The current study identified two cases with a mixture of monomeric and trisomic mosaicism. Karyotype analysis indicated monomeric mosaicism predominated over trisomic mosaicism in both cases. In contrast, CMA analysis only detected monomeric mosaicism in both cases. For both cases, the level of monomeric mosaicism was 86% and 96%, and 49% and 50% from karyotype and CMA analysis, respectively. Therefore, the levels of monomeric mosaicism from the CMA analysis were much lower than those from karyotype analysis. This finding likely reflects the higher number of monomeric cells versus trisomic cells and the CMA method that compares the overall difference in DNA copy number. For instance, the gain of X chromosome material was counterbalanced by a corresponding X chromosome loss, so that the fragmented CMA analysis ultimately detects monomeric mosaicism. This also highlights the limitations of CMA methods for the detection of a mixture of trisomic and monosomic cells. For approximately the same number of trisomic and monosomic cells, the results of CMA may incorrectly show a normal ploidy. Keren Markus‐Bustani reported a case of a fetus mosaic for 45,X/47,XXX. The karyotype result was 47,XXX[12]/45,X[4], but CMA analysis failed to detect the aneuploidy.

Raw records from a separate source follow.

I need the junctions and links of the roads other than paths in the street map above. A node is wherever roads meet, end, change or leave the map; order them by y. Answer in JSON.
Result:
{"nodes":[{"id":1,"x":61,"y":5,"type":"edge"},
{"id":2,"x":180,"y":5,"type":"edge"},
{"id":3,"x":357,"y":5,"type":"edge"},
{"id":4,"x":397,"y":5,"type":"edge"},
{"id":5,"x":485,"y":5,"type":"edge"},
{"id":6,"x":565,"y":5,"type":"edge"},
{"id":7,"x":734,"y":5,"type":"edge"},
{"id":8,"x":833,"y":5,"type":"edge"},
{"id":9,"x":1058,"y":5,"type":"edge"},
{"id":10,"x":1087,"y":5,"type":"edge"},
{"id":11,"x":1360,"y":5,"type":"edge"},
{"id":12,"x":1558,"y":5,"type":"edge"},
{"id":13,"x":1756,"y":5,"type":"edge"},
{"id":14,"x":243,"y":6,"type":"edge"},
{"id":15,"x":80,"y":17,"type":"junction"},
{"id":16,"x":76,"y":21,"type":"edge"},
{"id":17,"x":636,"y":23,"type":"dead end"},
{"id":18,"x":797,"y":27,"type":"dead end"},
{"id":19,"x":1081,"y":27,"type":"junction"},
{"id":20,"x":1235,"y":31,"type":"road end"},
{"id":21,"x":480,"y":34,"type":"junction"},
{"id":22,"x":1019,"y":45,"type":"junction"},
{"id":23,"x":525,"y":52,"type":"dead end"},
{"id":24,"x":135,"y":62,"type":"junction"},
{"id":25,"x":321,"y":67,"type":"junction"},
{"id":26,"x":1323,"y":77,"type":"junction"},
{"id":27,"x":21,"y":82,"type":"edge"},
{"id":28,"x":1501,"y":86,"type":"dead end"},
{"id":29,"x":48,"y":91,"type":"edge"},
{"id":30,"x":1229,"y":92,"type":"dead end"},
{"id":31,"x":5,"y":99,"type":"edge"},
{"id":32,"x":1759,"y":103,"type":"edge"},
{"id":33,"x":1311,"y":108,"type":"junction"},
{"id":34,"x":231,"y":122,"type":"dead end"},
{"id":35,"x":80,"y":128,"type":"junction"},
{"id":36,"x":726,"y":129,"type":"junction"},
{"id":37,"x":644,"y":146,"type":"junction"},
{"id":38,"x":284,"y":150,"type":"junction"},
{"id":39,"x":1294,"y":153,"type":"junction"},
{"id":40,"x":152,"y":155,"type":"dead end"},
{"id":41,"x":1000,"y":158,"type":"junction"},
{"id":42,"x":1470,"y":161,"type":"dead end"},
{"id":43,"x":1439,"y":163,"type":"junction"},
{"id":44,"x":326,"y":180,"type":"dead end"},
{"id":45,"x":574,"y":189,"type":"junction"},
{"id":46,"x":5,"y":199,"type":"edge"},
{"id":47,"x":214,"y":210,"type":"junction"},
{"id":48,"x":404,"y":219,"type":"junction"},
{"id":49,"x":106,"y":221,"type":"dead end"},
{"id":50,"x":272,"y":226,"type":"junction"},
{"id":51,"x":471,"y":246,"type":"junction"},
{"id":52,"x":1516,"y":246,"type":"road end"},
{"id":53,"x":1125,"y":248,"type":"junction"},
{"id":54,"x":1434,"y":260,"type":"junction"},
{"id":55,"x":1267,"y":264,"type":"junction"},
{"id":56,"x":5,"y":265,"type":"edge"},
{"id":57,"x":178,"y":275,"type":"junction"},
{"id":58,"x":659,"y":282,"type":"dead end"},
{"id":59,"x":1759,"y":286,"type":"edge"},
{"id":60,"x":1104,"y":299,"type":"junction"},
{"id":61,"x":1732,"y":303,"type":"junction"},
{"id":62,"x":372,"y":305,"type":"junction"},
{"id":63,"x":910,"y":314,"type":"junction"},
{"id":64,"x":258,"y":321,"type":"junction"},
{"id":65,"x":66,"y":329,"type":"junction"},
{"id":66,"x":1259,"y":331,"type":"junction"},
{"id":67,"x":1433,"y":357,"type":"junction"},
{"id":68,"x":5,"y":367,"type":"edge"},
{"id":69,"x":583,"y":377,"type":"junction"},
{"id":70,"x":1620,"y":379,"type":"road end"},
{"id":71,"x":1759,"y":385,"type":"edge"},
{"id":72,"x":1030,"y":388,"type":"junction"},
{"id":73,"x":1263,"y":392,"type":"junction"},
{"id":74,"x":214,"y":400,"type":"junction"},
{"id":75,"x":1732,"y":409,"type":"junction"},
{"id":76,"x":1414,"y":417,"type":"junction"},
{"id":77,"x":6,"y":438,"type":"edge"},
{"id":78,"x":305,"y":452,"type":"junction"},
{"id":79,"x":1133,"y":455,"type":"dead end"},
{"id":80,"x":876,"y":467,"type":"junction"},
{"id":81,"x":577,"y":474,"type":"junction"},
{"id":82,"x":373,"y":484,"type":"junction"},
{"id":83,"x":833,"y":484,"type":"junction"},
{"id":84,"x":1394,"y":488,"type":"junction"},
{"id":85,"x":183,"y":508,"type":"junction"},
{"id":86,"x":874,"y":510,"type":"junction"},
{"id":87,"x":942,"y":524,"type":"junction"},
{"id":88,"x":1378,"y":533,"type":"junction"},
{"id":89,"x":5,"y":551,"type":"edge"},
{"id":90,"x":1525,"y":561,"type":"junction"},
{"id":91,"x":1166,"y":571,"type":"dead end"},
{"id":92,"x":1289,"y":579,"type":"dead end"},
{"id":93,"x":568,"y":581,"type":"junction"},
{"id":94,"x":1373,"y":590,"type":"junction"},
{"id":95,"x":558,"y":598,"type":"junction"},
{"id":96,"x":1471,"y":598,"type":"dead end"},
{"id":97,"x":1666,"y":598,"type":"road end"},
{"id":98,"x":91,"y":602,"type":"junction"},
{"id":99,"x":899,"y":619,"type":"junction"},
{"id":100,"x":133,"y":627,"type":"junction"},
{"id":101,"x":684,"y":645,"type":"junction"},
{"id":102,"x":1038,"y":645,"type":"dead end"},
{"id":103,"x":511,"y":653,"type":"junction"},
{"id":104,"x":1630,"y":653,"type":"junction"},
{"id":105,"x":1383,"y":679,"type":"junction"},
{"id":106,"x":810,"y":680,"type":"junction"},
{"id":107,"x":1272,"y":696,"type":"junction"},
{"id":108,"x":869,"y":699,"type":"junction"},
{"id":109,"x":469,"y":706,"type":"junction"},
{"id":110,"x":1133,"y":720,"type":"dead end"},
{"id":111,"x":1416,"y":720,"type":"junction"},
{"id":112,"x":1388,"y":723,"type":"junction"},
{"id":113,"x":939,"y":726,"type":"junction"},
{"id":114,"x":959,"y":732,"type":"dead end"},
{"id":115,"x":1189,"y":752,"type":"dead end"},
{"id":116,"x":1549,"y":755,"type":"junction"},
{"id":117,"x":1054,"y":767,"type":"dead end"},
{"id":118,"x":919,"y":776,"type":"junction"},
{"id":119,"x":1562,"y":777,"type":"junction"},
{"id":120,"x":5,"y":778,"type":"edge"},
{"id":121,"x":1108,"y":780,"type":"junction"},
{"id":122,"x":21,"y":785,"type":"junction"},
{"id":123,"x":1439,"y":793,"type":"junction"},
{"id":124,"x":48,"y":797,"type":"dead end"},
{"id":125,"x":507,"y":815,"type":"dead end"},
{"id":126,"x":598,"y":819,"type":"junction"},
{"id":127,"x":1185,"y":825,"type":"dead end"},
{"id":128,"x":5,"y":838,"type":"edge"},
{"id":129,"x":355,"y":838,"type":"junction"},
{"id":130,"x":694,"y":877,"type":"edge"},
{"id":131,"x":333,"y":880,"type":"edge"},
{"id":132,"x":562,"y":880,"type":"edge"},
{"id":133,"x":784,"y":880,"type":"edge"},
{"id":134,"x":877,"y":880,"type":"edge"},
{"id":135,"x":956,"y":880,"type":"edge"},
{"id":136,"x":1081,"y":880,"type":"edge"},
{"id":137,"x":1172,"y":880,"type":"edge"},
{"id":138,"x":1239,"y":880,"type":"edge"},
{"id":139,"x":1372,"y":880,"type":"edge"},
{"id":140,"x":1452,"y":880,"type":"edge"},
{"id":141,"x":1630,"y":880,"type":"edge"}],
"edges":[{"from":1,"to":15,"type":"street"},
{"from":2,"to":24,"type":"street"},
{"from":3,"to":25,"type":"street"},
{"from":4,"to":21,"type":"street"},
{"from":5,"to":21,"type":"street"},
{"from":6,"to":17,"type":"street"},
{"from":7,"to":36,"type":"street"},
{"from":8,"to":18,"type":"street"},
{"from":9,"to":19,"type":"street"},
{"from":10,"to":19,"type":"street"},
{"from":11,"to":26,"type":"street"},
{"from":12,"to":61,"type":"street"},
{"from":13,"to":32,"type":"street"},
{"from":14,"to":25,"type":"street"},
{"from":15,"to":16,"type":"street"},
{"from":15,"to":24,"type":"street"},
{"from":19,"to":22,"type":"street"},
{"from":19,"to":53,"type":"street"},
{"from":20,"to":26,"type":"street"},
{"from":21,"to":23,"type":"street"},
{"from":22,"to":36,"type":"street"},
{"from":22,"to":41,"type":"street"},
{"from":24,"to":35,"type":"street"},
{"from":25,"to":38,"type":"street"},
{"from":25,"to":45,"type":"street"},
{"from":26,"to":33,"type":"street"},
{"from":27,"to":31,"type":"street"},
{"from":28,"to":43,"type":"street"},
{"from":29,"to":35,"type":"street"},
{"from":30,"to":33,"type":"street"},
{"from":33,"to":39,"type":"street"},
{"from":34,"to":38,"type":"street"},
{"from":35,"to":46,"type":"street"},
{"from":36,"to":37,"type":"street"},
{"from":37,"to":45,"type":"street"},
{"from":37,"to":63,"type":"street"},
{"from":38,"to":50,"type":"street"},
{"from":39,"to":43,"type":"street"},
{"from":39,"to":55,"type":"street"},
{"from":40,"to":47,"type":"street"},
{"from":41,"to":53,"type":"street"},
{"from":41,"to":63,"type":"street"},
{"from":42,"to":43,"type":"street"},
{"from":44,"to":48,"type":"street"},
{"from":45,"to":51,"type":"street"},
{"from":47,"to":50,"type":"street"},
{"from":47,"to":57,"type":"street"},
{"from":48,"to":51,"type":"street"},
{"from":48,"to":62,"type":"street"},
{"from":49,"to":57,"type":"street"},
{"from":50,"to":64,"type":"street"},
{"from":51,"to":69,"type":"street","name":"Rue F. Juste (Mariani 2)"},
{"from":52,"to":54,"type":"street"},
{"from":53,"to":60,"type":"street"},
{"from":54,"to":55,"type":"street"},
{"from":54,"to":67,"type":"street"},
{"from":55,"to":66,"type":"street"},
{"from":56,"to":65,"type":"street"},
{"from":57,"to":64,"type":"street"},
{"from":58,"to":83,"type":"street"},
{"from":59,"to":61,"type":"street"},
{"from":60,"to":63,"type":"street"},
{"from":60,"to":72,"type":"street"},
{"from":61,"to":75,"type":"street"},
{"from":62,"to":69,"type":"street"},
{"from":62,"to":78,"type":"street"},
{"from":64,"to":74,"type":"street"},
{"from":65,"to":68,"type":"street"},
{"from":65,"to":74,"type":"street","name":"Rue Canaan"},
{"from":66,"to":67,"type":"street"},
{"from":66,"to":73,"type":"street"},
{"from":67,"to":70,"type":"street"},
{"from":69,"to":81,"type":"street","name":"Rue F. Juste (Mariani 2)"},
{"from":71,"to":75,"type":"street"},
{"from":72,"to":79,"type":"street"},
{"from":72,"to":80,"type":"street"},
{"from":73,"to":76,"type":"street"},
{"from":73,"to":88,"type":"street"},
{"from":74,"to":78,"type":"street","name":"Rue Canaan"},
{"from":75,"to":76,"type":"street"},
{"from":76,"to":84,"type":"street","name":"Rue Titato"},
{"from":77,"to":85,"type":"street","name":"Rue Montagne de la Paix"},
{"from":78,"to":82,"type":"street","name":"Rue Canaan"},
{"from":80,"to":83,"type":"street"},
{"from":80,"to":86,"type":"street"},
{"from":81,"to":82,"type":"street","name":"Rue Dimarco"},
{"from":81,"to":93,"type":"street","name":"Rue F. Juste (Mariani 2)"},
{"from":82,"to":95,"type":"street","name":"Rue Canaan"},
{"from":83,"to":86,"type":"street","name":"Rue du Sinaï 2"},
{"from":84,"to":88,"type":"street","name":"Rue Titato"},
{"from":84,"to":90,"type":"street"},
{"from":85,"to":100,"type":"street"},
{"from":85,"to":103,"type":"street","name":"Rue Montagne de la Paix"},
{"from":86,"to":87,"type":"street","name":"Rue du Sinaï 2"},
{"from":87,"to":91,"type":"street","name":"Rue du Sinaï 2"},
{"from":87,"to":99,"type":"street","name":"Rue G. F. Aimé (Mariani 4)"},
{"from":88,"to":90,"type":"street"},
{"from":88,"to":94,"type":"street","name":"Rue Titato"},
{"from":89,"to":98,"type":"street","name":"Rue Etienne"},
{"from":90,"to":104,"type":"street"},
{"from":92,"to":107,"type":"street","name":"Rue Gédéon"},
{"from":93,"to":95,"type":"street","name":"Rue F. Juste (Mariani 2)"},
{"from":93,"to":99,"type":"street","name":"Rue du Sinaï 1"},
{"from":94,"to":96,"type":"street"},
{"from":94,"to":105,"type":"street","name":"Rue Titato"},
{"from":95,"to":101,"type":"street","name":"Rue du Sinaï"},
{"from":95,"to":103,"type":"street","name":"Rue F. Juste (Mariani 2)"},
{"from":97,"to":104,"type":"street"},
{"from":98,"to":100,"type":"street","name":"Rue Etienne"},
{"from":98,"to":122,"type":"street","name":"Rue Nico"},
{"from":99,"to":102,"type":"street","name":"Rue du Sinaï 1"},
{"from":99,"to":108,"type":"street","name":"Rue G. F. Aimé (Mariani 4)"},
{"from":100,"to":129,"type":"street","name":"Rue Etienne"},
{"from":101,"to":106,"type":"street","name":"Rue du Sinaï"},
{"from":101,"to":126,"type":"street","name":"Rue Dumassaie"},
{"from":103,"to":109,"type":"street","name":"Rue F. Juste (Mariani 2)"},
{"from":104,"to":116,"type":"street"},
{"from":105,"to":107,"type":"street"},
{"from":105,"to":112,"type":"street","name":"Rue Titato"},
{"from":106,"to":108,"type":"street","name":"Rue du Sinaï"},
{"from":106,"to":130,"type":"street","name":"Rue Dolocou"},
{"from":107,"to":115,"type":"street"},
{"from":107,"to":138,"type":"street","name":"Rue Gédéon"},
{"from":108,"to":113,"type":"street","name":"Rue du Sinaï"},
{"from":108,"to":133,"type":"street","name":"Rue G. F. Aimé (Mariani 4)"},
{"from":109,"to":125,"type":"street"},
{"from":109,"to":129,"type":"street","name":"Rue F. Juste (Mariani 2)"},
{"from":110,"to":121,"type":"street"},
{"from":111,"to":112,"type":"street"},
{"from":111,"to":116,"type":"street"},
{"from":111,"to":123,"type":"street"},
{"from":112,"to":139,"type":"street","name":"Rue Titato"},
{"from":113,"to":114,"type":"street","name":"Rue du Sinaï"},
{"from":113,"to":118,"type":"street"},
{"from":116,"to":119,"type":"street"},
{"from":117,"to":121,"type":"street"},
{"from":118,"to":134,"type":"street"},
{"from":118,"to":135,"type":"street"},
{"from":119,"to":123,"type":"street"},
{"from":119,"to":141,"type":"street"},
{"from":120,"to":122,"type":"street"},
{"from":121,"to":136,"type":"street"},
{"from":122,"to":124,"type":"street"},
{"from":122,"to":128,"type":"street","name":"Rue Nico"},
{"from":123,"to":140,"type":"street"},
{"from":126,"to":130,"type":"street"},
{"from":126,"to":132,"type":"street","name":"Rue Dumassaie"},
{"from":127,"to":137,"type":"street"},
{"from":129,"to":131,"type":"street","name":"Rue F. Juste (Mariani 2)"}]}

Our study found three cases that exhibited a normal karyotype analysis, but showed trisomic mosaicism by CMA analysis. This may reflect the elimination of trisomic cells during culture, resulting in karyotype analysis missing trisomic detection. This type of case illustrates the importance of using a combination of karyotype and CMA analysis.

CONCLUSION

In conclusion, both karyotype and CMA analysis can be used to detect aneuploid chromosome mosaicism; however, key differences between the two methods lead to different results. For trisomic and monomeric mosaicism, the level of mosaicism from karyotype analysis was lower and higher, respectively, than that from CMA, possibly due to the different requirements of cell culture. The CMA method is faster, as it does not require cultured amniotic fluid cells. However, for cases exhibiting both trisomic and monosomic cells, CMA may produce incorrect findings. In summary, combined detection of mosaicism by both karyotype and CMA analysis is extremely important to provide a more comprehensive and accurate screen for prenatal diagnosis and appropriate genetic counseling.